Information given

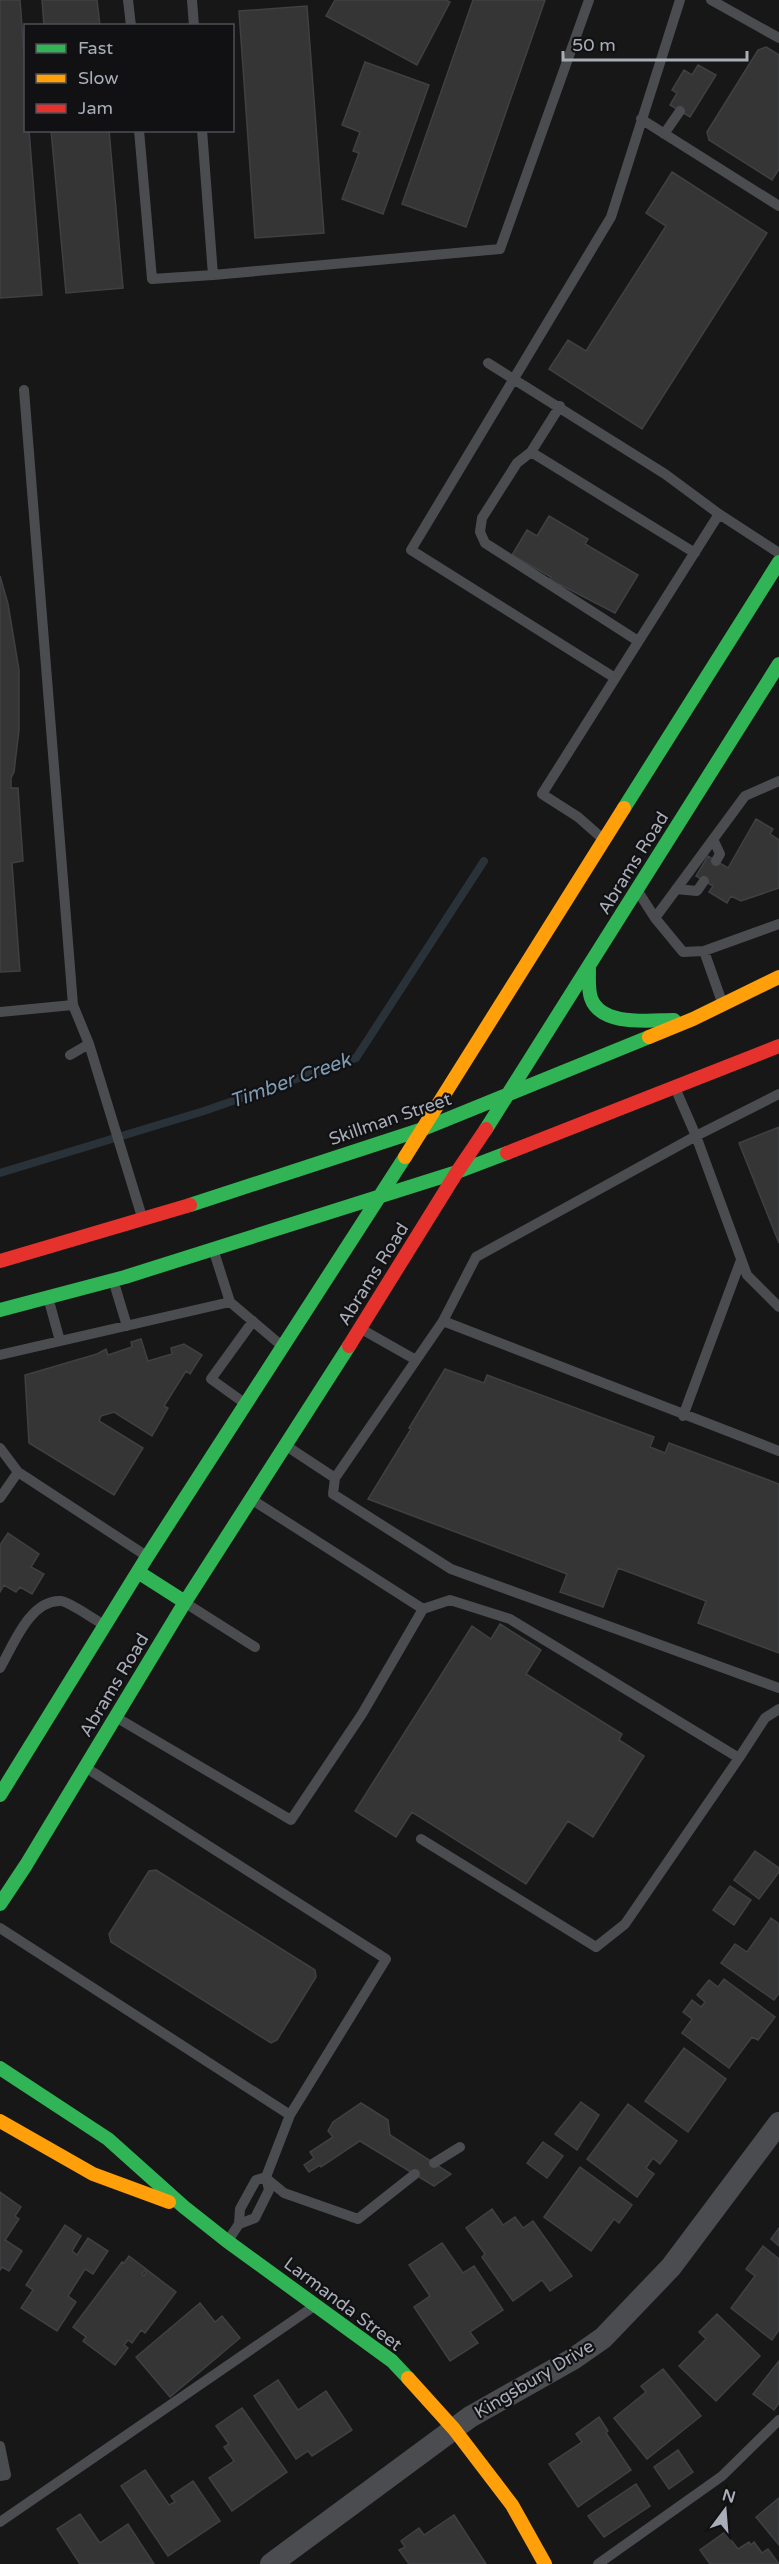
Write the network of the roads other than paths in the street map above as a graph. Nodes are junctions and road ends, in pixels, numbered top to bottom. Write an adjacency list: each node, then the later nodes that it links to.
1 (128, 0): 6 (lane)
2 (192, 0): 7 (lane)
3 (589, 0): 15 (lane)
4 (680, 0): 10 (lane)
5 (711, 0): 8 (lane)
6 (130, 24)
7 (194, 24)
8 (779, 38)
9 (680, 111): 13 (lane)
10 (641, 120): 13 (lane); 17 (lane)
11 (139, 132): 15 (lane)
12 (202, 132): 15 (lane)
13 (664, 134): 14 (lane)
14 (779, 206)
15 (213, 275)
16 (488, 363): 17 (lane)
17 (513, 379): 19 (lane); 27 (lane)
18 (24, 390): 40 (lane)
19 (560, 406): 20 (lane); 21 (lane)
20 (531, 452): 22 (lane); 25 (lane)
21 (719, 514): 22 (lane); 23 (lane)
22 (694, 553): 25 (lane)
23 (779, 553)
24 (779, 562): 30 (main road, Abrams Road)
25 (638, 641): 27 (lane)
26 (779, 664): 34 (main road, Abrams Road)
27 (615, 678): 30 (lane)
28 (779, 781): 29 (lane)
29 (713, 839): 31 (lane); 33 (lane)
30 (605, 841): 50 (main road, Abrams Road)
31 (716, 861)
32 (704, 881): 33 (lane)
33 (676, 890): 35 (lane)
34 (637, 891): 35 (lane); 38 (main road, Abrams Road)
35 (655, 918): 37 (lane)
36 (779, 924): 37 (lane)
37 (704, 951): 41 (lane)
38 (589, 969): 43 (main road); 48 (main road, Abrams Road)
39 (779, 977): 41 (main road, Skillman Street)
40 (73, 1005): 42 (lane); 44 (lane)
41 (723, 1005): 43 (main road, Skillman Street)
42 (0, 1012)
43 (693, 1019): 48 (main road, Skillman Street)
44 (89, 1044): 46 (lane); 54 (lane)
45 (779, 1046): 47 (main road)
46 (70, 1055)
47 (674, 1087): 51 (lane); 52 (main road)
48 (511, 1093): 50 (main road, Skillman Street); 52 (main road, Abrams Road)
49 (779, 1094): 51 (lane)
50 (423, 1129): 53 (main road, Abrams Road); 54 (main road, Skillman Street)
51 (696, 1136): 56 (lane); 63 (lane)
52 (457, 1172): 53 (main road); 66 (main road, Abrams Road)
53 (380, 1197): 55 (main road); 68 (main road, Abrams Road)
54 (143, 1220): 57 (main road, Skillman Street)
55 (213, 1249): 58 (main road); 60 (lane)
56 (741, 1260): 61 (lane); 72 (lane)
57 (0, 1261)
58 (114, 1280): 59 (main road); 65 (lane)
59 (48, 1297): 62 (main road); 67 (lane)
60 (230, 1302): 64 (lane); 65 (lane)
61 (779, 1307)
62 (0, 1310)
63 (443, 1321): 70 (lane); 72 (lane)
64 (253, 1322): 68 (lane); 71 (lane)
65 (127, 1326): 67 (lane)
66 (360, 1328): 70 (lane); 73 (main road, Abrams Road)
67 (60, 1341): 69 (lane)
68 (283, 1347): 71 (main road, Abrams Road)
69 (0, 1355)
70 (416, 1360): 77 (lane)
71 (246, 1404): 80 (main road, Abrams Road)
72 (683, 1416): 75 (lane)
73 (285, 1446): 77 (lane); 79 (main road, Abrams Road)
74 (0, 1448): 76 (lane)
75 (779, 1451)
76 (18, 1472): 78 (lane); 80 (lane)
77 (335, 1478): 87 (lane)
78 (0, 1498)
79 (251, 1498): 82 (main road, Abrams Road); 83 (lane)
80 (147, 1557): 81 (main road, Abrams Road)
81 (138, 1572): 82 (main road); 84 (main road, Abrams Road)
82 (184, 1602): 85 (lane); 89 (main road, Abrams Road)
83 (423, 1609): 89 (lane); 90 (lane)
84 (106, 1625): 86 (lane); 92 (main road, Abrams Road)
85 (255, 1647)
86 (0, 1668)
87 (779, 1688)
88 (779, 1709): 90 (lane)
89 (115, 1717): 91 (main road, Abrams Road)
90 (739, 1758): 93 (lane)
91 (85, 1767): 94 (main road, Abrams Road); 97 (lane)
92 (0, 1795)
93 (421, 1839)
94 (0, 1904)
95 (0, 1928): 97 (lane)
96 (0, 2068): 104 (main road, Larmanda Street)
97 (290, 2115): 103 (lane)
98 (0, 2121): 104 (main road, Larmanda Street)
99 (779, 2123): 109 (street, Kingsbury Drive)
100 (460, 2147): 101 (lane)
101 (434, 2163)
102 (415, 2174): 103 (lane)
103 (266, 2177): 105 (lane); 105 (lane)
104 (184, 2207): 106 (main road, Larmanda Street)
105 (239, 2224): 106 (lane)
106 (227, 2241): 107 (main road, Larmanda Street)
107 (316, 2305): 109 (main road, Larmanda Street); 112 (lane)
108 (779, 2420): 115 (lane)
109 (454, 2428): 113 (street, Kingsbury Drive); 114 (main road, Larmanda Street)
110 (0, 2446): 111 (lane)
111 (0, 2476)
112 (0, 2522)
113 (271, 2564)
114 (545, 2564)
115 (598, 2564)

The problem
Could you return the whole listing exactly, with every picture removed?

Task result
Write the network of the roads other than paths in the street map above as a graph. Nodes are junctions and road ends, in pixels, numbered top to bottom. Write an adjacency list: each node, then the later nodes that it links to.
1 (128, 0): 6 (lane)
2 (192, 0): 7 (lane)
3 (589, 0): 15 (lane)
4 (680, 0): 10 (lane)
5 (711, 0): 8 (lane)
6 (130, 24)
7 (194, 24)
8 (779, 38)
9 (680, 111): 13 (lane)
10 (641, 120): 13 (lane); 17 (lane)
11 (139, 132): 15 (lane)
12 (202, 132): 15 (lane)
13 (664, 134): 14 (lane)
14 (779, 206)
15 (213, 275)
16 (488, 363): 17 (lane)
17 (513, 379): 19 (lane); 27 (lane)
18 (24, 390): 40 (lane)
19 (560, 406): 20 (lane); 21 (lane)
20 (531, 452): 22 (lane); 25 (lane)
21 (719, 514): 22 (lane); 23 (lane)
22 (694, 553): 25 (lane)
23 (779, 553)
24 (779, 562): 30 (main road, Abrams Road)
25 (638, 641): 27 (lane)
26 (779, 664): 34 (main road, Abrams Road)
27 (615, 678): 30 (lane)
28 (779, 781): 29 (lane)
29 (713, 839): 31 (lane); 33 (lane)
30 (605, 841): 50 (main road, Abrams Road)
31 (716, 861)
32 (704, 881): 33 (lane)
33 (676, 890): 35 (lane)
34 (637, 891): 35 (lane); 38 (main road, Abrams Road)
35 (655, 918): 37 (lane)
36 (779, 924): 37 (lane)
37 (704, 951): 41 (lane)
38 (589, 969): 43 (main road); 48 (main road, Abrams Road)
39 (779, 977): 41 (main road, Skillman Street)
40 (73, 1005): 42 (lane); 44 (lane)
41 (723, 1005): 43 (main road, Skillman Street)
42 (0, 1012)
43 (693, 1019): 48 (main road, Skillman Street)
44 (89, 1044): 46 (lane); 54 (lane)
45 (779, 1046): 47 (main road)
46 (70, 1055)
47 (674, 1087): 51 (lane); 52 (main road)
48 (511, 1093): 50 (main road, Skillman Street); 52 (main road, Abrams Road)
49 (779, 1094): 51 (lane)
50 (423, 1129): 53 (main road, Abrams Road); 54 (main road, Skillman Street)
51 (696, 1136): 56 (lane); 63 (lane)
52 (457, 1172): 53 (main road); 66 (main road, Abrams Road)
53 (380, 1197): 55 (main road); 68 (main road, Abrams Road)
54 (143, 1220): 57 (main road, Skillman Street)
55 (213, 1249): 58 (main road); 60 (lane)
56 (741, 1260): 61 (lane); 72 (lane)
57 (0, 1261)
58 (114, 1280): 59 (main road); 65 (lane)
59 (48, 1297): 62 (main road); 67 (lane)
60 (230, 1302): 64 (lane); 65 (lane)
61 (779, 1307)
62 (0, 1310)
63 (443, 1321): 70 (lane); 72 (lane)
64 (253, 1322): 68 (lane); 71 (lane)
65 (127, 1326): 67 (lane)
66 (360, 1328): 70 (lane); 73 (main road, Abrams Road)
67 (60, 1341): 69 (lane)
68 (283, 1347): 71 (main road, Abrams Road)
69 (0, 1355)
70 (416, 1360): 77 (lane)
71 (246, 1404): 80 (main road, Abrams Road)
72 (683, 1416): 75 (lane)
73 (285, 1446): 77 (lane); 79 (main road, Abrams Road)
74 (0, 1448): 76 (lane)
75 (779, 1451)
76 (18, 1472): 78 (lane); 80 (lane)
77 (335, 1478): 87 (lane)
78 (0, 1498)
79 (251, 1498): 82 (main road, Abrams Road); 83 (lane)
80 (147, 1557): 81 (main road, Abrams Road)
81 (138, 1572): 82 (main road); 84 (main road, Abrams Road)
82 (184, 1602): 85 (lane); 89 (main road, Abrams Road)
83 (423, 1609): 89 (lane); 90 (lane)
84 (106, 1625): 86 (lane); 92 (main road, Abrams Road)
85 (255, 1647)
86 (0, 1668)
87 (779, 1688)
88 (779, 1709): 90 (lane)
89 (115, 1717): 91 (main road, Abrams Road)
90 (739, 1758): 93 (lane)
91 (85, 1767): 94 (main road, Abrams Road); 97 (lane)
92 (0, 1795)
93 (421, 1839)
94 (0, 1904)
95 (0, 1928): 97 (lane)
96 (0, 2068): 104 (main road, Larmanda Street)
97 (290, 2115): 103 (lane)
98 (0, 2121): 104 (main road, Larmanda Street)
99 (779, 2123): 109 (street, Kingsbury Drive)
100 (460, 2147): 101 (lane)
101 (434, 2163)
102 (415, 2174): 103 (lane)
103 (266, 2177): 105 (lane); 105 (lane)
104 (184, 2207): 106 (main road, Larmanda Street)
105 (239, 2224): 106 (lane)
106 (227, 2241): 107 (main road, Larmanda Street)
107 (316, 2305): 109 (main road, Larmanda Street); 112 (lane)
108 (779, 2420): 115 (lane)
109 (454, 2428): 113 (street, Kingsbury Drive); 114 (main road, Larmanda Street)
110 (0, 2446): 111 (lane)
111 (0, 2476)
112 (0, 2522)
113 (271, 2564)
114 (545, 2564)
115 (598, 2564)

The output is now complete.